Labbia, donna, cosa, spirito
Quanto a “labbia”, osserva Contini, non significa “volto”, quanto piuttosto “fisionomia”; “donna” ha esclusivamente il suo significato originario di “signora”, “padrona”; anche il termine “cosa”(« e par che sia una cosa») del verso 7 non ha il significato generico che ha per noi, rimanda invece ad un essere indeterminato che è all’origine del “miracolo”, cioè l’evidenza di sé. Infine “spirito” è un termine filosofico che rimanda all’emozione, allo spirito vitale.
Tanto gentile e la parafrasi di Gianfranco Contini dimostrano che non è poi così semplice. La parafrasi (la traduzione in italiano moderno) di Gianfranco Contini è dunque questa: «Tale è l’evidenza della nobiltà e del decoro di colei che è mia signora, nel suo salutare, che ogni lingua trema tanto da ammutolire, e gli occhi non osano guardarla. Essa procede, mentre sente le parole di lode, esternamente atteggiata alla sua interna benevolenza, e si fa evidente la sua natura di essere venuto di cielo in terra per rappresentare in concreto la potenza divina. Questa rappresentazione è, per chi la contempla, così carica di bellezza che per il canale degli occhi entra in cuore una dolcezza conoscibile solo per diretta esperienza. E dalla sua fisionomia muove, oggettivata e fatta visibile una soave ispirazione amorosa che non fai se non suggerire all’anima di sospirare».

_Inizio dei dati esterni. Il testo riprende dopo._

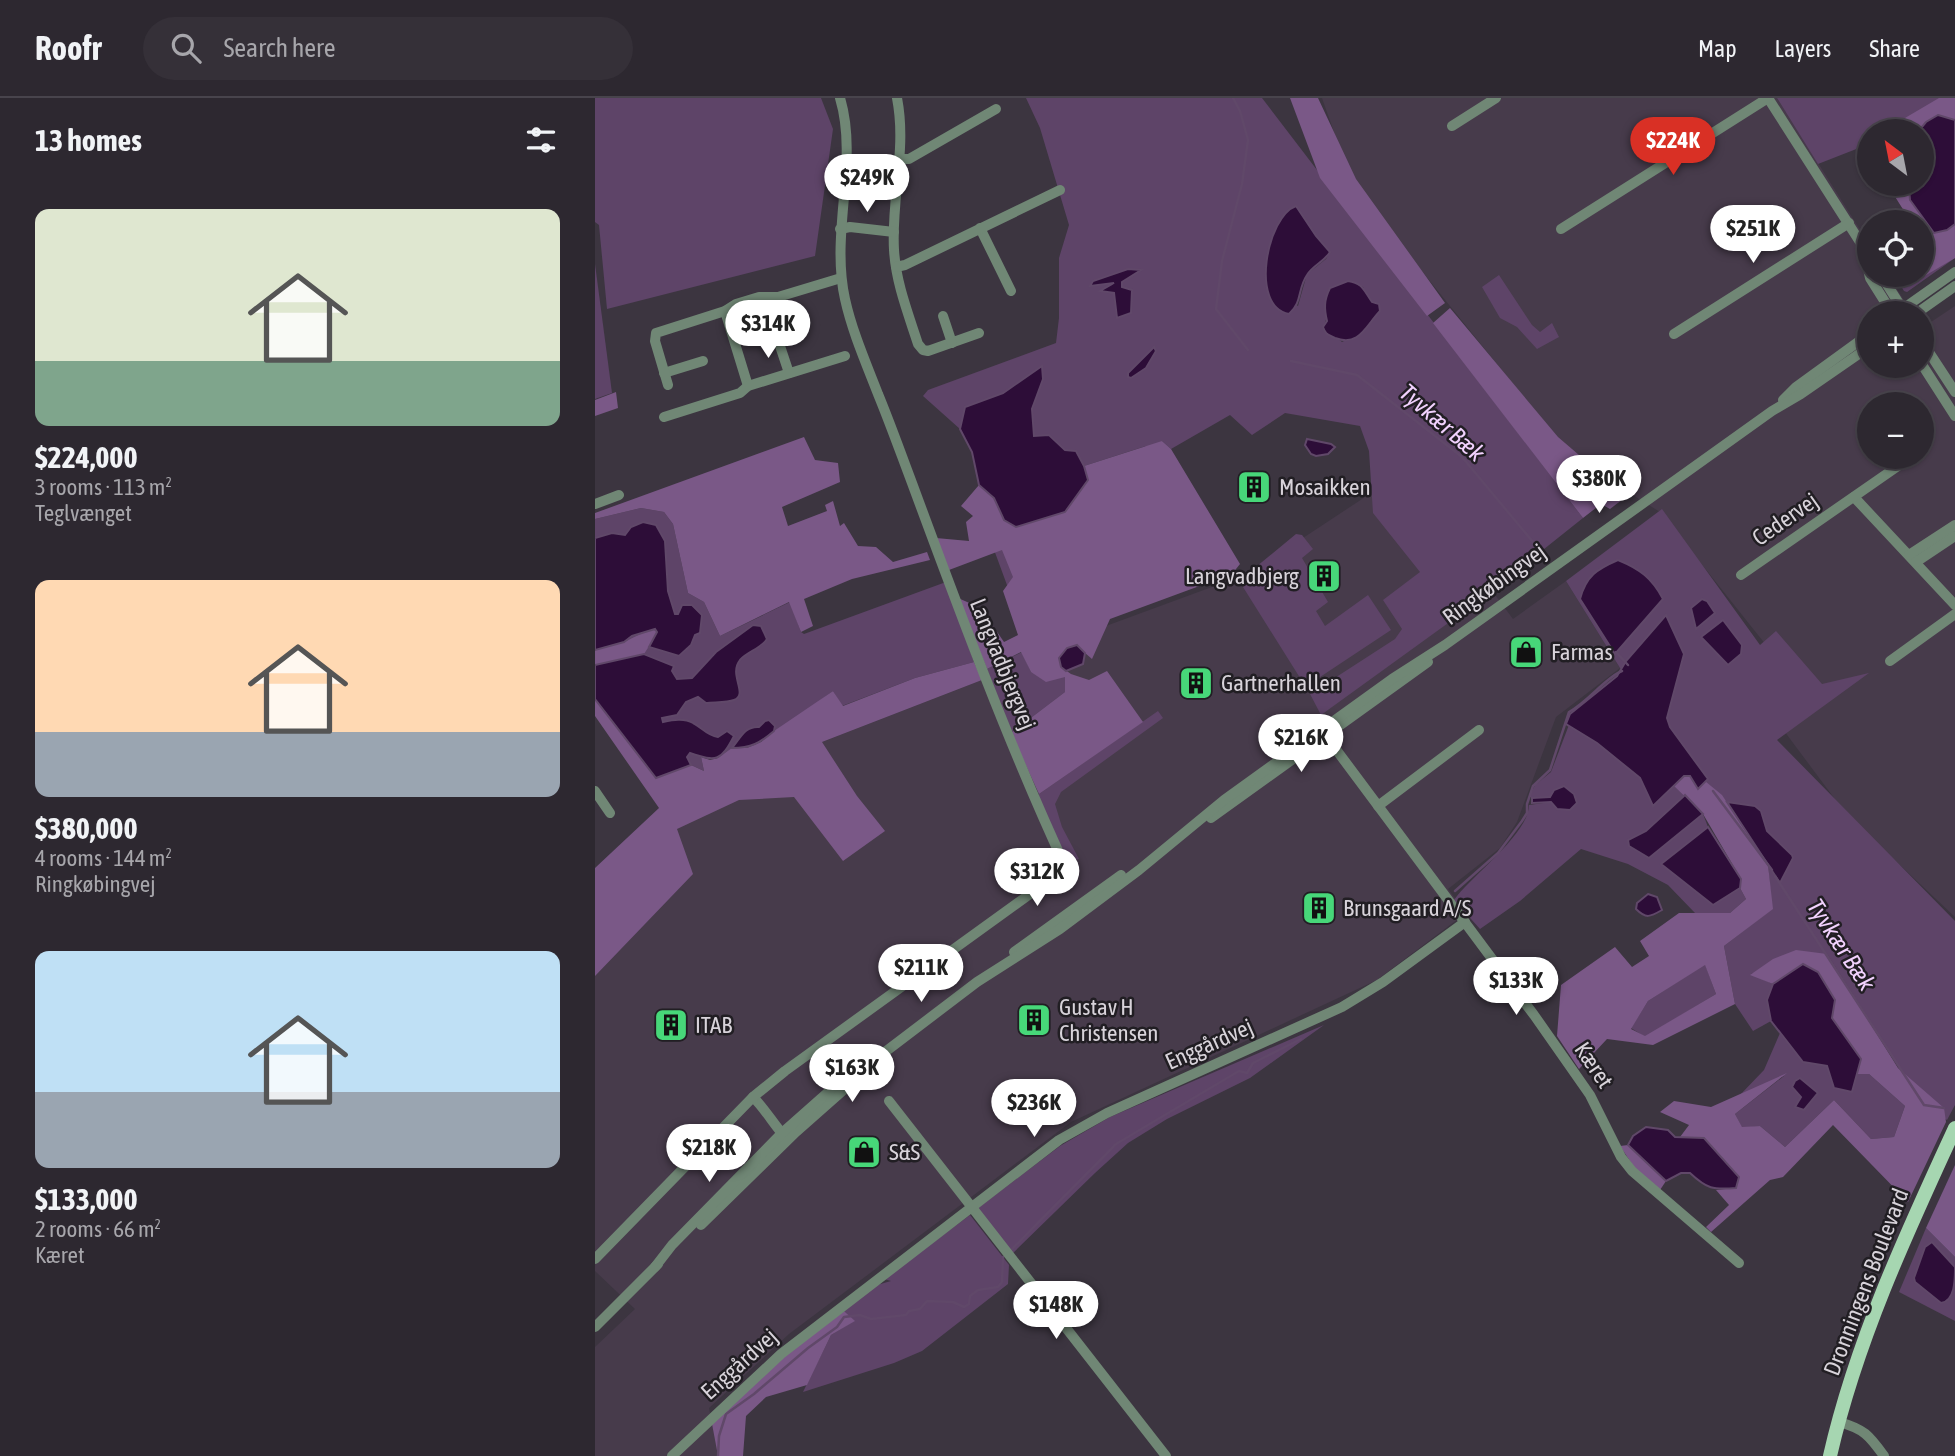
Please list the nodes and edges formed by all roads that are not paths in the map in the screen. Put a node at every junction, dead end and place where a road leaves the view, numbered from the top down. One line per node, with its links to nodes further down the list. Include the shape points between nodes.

Il testo di Dante dunque rivela non tanto emozioni del sentimento, ma un’emozione conoscitiva. E, come dice Dante stesso nel Convivio, di cui si parla in un prossimo capitolo, se si vuol penetrare dentro un testo è essenziale, prima, comprenderne con esattezza la lettera. «Il problema espressivo di Dante – conclude Contini – non è affatto quello di rappresentare uno spettacolo, bensì di enunciare, quasi teoreticamente, un’incarnazione di cose celesti e di descriverne l’effetto necessario sullo spettatore».